A journal's impact factor is a measure of how often its
papers are cited, and is used as a proxy for quality. But Schekman said
it was "toxic influence" on science that "introduced a distortion". He
writes: "A paper can become highly cited because it is good science - or
because it is eye-catching, provocative, or wrong."
Daniel Sirkis,
a postdoc in Schekman's lab, said many scientists wasted a lot of time
trying to get their work into Cell, Science and Nature. "It's true I
could have a harder time getting my foot in the door of certain elite
institutions without papers in these journals during my postdoc, but I
don't think I'd want to do science at a place that had this as one of
their most important criteria for hiring anyway," he told the Guardian.
Sebastian Springer,
a biochemist at Jacobs University in Bremen, who worked with Schekman
at the University of California, Berkeley, said he agreed there were
major problems in scientific publishing, but no better model yet
existed. "The system is not meritocratic. You don't necessarily see the
best papers published in those journals. The editors are not
professional scientists, they are journalists which isn't necessarily
the greatest problem, but they emphasise novelty over solid work," he
said.
Springer said it was not enough for individual scientists to
take a stand. Scientists are hired and awarded grants and fellowships
on the basis of which journals they publish in. "The hiring committees
all around the world need to acknowledge this issue," he said.
Philip Campbell,
editor-in-chief at Nature, said the journal had worked with the
scientific community for more than 140 years and the support it had from
authors and reviewers was validation that it served their needs.
"We
select research for publication in Nature on the basis of scientific
significance. That in turn may lead to citation impact and media
coverage, but Nature editors aren't driven by those considerations, and
couldn't predict them even if they wished to do so," he said.
"The
research community tends towards an over-reliance in assessing research
by the journal in which it appears, or the impact factor of that
journal.
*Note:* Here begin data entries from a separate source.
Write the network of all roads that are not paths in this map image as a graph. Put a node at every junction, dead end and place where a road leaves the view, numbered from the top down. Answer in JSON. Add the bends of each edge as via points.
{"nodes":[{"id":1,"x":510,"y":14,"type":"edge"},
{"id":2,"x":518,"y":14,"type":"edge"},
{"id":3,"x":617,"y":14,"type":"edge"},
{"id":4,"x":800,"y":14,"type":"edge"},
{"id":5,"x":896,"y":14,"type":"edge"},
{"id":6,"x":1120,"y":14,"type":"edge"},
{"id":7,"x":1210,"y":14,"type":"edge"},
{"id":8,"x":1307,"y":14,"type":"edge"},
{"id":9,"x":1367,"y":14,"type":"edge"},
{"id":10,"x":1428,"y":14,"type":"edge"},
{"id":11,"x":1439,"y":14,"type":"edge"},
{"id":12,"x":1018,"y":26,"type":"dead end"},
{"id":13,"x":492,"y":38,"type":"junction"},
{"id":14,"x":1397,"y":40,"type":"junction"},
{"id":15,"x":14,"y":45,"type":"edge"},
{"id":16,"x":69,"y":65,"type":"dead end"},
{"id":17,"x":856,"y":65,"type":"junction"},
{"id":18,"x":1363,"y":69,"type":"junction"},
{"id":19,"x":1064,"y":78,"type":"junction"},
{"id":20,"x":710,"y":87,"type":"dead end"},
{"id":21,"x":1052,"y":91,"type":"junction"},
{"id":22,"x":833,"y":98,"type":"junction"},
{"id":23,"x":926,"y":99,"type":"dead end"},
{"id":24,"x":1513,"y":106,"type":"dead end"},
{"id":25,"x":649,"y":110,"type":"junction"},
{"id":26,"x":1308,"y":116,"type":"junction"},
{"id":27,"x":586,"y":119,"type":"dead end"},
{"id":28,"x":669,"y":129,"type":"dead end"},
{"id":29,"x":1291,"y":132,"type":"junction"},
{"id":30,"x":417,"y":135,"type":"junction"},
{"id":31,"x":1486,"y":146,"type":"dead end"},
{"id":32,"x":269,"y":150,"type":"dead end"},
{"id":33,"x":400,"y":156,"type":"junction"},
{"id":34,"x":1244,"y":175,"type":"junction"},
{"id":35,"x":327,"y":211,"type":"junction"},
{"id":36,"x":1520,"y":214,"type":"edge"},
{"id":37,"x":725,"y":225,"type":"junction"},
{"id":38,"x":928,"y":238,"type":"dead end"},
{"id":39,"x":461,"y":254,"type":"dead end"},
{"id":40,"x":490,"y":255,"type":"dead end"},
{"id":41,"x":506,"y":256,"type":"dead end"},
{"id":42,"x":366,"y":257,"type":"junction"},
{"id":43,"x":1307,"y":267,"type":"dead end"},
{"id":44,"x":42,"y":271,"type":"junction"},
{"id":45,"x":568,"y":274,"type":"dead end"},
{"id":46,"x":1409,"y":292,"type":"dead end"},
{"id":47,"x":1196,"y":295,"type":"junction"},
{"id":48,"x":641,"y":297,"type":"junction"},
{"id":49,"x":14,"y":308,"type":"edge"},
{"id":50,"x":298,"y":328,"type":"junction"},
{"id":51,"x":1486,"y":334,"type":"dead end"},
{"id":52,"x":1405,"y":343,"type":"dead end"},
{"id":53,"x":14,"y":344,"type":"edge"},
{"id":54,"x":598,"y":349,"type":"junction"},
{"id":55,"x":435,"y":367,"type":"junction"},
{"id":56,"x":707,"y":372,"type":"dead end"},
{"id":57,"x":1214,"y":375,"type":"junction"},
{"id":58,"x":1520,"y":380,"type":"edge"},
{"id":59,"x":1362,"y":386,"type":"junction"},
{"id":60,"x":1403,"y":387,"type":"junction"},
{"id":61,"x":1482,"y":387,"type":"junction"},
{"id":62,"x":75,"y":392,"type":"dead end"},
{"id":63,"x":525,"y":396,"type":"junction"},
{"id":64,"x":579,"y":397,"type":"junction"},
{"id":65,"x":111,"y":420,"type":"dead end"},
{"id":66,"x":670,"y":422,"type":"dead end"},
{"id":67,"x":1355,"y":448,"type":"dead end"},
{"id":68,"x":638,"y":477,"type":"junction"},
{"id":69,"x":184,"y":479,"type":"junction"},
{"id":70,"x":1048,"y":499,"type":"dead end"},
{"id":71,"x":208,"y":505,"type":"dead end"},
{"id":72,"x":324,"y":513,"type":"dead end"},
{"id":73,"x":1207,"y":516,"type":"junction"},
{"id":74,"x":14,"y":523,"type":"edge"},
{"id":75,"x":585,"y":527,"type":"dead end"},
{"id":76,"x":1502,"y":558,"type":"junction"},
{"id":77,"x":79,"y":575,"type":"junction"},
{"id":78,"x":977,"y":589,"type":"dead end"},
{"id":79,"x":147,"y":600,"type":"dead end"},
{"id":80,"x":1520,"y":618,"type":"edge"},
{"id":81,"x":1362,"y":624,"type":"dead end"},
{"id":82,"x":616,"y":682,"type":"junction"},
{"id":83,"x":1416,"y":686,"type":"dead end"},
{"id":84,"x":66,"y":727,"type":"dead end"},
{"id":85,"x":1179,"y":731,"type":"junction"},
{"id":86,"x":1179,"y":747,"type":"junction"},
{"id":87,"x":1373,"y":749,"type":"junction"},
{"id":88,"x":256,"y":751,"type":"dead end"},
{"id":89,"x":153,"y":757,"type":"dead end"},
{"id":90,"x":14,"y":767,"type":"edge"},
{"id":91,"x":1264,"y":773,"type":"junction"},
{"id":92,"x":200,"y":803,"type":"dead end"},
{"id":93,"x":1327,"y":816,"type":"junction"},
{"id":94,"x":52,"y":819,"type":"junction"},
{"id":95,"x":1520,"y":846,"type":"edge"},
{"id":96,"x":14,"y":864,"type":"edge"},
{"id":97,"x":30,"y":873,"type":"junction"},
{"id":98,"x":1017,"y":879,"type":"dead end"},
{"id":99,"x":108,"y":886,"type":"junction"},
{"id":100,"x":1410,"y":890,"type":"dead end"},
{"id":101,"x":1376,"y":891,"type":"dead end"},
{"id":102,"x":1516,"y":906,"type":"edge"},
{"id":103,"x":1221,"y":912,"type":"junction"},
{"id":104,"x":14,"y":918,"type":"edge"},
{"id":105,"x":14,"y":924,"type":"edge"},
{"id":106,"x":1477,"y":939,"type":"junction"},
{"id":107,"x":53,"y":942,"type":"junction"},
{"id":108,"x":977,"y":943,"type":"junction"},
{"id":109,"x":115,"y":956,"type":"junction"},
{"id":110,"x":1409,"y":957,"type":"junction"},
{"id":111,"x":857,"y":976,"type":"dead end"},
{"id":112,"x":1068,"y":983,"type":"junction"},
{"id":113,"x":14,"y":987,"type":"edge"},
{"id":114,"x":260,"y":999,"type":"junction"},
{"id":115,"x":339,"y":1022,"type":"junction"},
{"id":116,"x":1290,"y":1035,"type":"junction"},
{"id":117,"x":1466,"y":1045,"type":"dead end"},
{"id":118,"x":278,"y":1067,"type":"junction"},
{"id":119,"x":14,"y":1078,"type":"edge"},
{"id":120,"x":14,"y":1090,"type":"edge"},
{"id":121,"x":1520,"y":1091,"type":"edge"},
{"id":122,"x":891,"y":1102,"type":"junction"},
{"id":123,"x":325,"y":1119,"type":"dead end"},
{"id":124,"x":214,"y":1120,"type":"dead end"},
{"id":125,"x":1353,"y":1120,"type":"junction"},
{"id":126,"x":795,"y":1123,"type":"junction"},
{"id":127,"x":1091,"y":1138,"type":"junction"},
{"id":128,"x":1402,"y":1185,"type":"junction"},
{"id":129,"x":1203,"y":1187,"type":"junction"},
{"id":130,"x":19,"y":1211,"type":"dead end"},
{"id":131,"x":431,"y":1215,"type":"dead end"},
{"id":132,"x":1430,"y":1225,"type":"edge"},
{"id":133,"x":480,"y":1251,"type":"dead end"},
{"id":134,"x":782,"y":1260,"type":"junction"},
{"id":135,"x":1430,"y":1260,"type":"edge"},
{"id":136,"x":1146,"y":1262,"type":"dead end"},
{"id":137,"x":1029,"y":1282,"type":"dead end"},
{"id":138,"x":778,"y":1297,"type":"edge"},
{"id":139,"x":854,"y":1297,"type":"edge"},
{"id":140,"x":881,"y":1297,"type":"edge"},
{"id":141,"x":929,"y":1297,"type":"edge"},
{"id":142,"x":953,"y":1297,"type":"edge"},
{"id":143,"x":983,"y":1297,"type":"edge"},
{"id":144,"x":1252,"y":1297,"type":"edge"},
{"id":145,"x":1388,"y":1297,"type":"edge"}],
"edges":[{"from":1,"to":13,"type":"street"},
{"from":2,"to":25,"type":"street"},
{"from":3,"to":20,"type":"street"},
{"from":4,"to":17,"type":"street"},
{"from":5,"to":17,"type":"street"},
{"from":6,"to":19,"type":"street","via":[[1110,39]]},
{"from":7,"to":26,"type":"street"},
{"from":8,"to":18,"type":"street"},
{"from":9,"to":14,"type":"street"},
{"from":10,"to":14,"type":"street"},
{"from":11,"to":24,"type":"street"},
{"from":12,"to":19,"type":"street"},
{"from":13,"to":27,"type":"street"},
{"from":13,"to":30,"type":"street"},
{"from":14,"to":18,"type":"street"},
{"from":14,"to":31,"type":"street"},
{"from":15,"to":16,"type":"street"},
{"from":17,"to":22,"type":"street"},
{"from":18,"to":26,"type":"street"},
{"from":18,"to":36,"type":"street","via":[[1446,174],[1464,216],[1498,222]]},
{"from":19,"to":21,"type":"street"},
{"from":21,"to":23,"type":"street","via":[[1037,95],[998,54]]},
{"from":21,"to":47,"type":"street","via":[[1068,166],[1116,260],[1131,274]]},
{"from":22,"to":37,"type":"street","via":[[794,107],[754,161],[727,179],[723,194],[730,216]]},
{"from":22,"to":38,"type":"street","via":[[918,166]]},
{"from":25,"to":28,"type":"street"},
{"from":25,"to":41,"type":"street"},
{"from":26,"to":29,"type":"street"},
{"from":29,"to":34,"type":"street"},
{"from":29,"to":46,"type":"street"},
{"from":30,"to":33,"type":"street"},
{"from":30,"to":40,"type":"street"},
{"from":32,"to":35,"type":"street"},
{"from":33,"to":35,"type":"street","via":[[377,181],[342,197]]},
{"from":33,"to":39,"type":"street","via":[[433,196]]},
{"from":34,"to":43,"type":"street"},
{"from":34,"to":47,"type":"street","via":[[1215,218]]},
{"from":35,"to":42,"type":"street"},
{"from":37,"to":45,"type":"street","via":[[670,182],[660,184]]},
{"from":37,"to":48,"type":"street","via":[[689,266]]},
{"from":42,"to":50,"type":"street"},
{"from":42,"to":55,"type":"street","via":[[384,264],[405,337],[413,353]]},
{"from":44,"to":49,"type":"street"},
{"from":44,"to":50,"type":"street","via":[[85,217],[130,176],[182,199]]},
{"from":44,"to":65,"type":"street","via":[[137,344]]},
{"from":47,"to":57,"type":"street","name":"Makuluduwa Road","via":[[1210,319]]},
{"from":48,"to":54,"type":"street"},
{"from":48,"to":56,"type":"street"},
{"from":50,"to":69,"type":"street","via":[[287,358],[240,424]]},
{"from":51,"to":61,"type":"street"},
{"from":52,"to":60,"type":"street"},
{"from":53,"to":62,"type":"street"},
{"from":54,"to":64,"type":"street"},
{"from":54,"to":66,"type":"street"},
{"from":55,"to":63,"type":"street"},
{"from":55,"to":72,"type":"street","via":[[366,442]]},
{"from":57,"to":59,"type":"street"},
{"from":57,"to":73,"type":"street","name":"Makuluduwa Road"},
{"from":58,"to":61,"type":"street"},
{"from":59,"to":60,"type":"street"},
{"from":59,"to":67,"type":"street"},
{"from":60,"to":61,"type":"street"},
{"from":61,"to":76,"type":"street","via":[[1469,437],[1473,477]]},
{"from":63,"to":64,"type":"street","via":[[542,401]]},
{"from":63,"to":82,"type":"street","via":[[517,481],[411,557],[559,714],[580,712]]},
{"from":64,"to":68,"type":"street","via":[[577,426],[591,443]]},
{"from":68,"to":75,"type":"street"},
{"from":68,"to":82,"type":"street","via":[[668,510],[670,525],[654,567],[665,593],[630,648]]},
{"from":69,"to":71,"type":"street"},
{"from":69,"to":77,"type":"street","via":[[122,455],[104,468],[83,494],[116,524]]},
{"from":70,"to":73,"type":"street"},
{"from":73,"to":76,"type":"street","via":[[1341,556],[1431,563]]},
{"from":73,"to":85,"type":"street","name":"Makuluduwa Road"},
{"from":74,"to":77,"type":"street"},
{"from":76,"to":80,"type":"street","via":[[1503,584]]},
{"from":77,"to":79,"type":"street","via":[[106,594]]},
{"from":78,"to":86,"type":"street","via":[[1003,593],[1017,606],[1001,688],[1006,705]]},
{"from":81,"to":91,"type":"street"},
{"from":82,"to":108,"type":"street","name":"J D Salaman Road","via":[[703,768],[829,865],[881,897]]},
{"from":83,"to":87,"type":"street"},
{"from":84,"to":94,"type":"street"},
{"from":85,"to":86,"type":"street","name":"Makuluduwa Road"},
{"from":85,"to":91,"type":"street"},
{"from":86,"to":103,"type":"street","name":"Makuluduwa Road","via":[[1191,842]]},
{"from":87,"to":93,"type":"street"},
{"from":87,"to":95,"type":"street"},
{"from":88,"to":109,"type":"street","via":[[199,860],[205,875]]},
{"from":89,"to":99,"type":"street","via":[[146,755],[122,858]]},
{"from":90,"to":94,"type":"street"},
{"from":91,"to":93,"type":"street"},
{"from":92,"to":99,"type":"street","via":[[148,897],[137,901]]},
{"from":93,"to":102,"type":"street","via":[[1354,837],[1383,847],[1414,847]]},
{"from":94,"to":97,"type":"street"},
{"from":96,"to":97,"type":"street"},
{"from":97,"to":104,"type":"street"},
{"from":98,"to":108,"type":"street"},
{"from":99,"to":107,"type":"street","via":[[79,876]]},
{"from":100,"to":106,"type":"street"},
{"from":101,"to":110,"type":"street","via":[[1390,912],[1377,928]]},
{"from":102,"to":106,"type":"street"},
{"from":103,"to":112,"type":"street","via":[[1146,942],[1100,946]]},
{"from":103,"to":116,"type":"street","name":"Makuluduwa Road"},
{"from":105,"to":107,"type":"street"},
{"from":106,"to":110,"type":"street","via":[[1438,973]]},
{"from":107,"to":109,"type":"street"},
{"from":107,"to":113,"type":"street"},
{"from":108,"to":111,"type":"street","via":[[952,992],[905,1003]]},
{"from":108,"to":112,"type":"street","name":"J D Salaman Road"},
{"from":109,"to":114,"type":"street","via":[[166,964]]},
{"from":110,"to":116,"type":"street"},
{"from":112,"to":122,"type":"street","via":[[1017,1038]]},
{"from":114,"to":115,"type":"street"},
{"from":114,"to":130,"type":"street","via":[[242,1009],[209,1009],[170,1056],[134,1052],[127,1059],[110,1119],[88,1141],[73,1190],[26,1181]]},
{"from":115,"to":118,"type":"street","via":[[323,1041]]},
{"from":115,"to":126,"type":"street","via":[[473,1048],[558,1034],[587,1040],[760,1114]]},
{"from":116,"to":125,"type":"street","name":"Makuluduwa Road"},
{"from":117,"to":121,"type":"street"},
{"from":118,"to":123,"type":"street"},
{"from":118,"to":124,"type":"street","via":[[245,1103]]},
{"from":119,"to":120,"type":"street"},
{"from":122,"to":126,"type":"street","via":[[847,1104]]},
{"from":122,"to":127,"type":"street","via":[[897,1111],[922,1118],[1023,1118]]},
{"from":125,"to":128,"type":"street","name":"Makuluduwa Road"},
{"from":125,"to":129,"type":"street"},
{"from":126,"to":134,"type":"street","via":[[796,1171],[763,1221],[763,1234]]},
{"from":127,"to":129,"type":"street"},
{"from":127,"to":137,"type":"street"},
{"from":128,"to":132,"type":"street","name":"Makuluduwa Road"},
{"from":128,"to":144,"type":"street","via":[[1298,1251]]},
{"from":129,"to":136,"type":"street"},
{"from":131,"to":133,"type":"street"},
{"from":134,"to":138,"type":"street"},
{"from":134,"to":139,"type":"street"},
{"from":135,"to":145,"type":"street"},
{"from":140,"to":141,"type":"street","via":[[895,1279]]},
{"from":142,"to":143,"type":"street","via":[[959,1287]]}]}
In a survey Nature Publishing Group conducted this year of over
20,000 scientists, the three most important factors in choosing a
journal to submit to were: the reputation of the journal; the relevance
of the journal content to their discipline; and the journal's impact
factor. My colleagues and I have expressed concerns about over-reliance
on impact factors many times over the years, both in the pages of Nature
and elsewhere."
Monica Bradford,
executive editor at Science, said: "We have a large circulation and
printing additional papers has a real economic cost … Our editorial
staff is dedicated to ensuring a thorough and professional peer review
upon which they determine which papers to select for inclusion in our
journal. There is nothing artificial about the acceptance rate. It
reflects the scope and mission of our journal."
1 comment:
A Man of Science!
If it is not obvious to the outsider that there has been something seriously wrong with science, it has been obvious for decades to the insiders. The insiders are very reluctant to discuss this topic with outsiders and if they were they would be committing professional suicide. It seems as if change can only be lead from above, one would need to receive a Nobel prize before one can make such statements.
True change, nevertheless, can only be initiated and be organized from below, from those graduate and post-graduate students, lab-assistants, technicians, that work hard, 6-7 days a week to make the lab director great, so (usually a He not a She) can one day receive his Nobel prize. Sometimes so clueless about the importance of the findings and the methodology in detail that it takes the laboring team weeks of work to brief Him before His presentation.
We are being repetitive but listen again, it is the sound of your world crumbling, it is the sound of our world rising!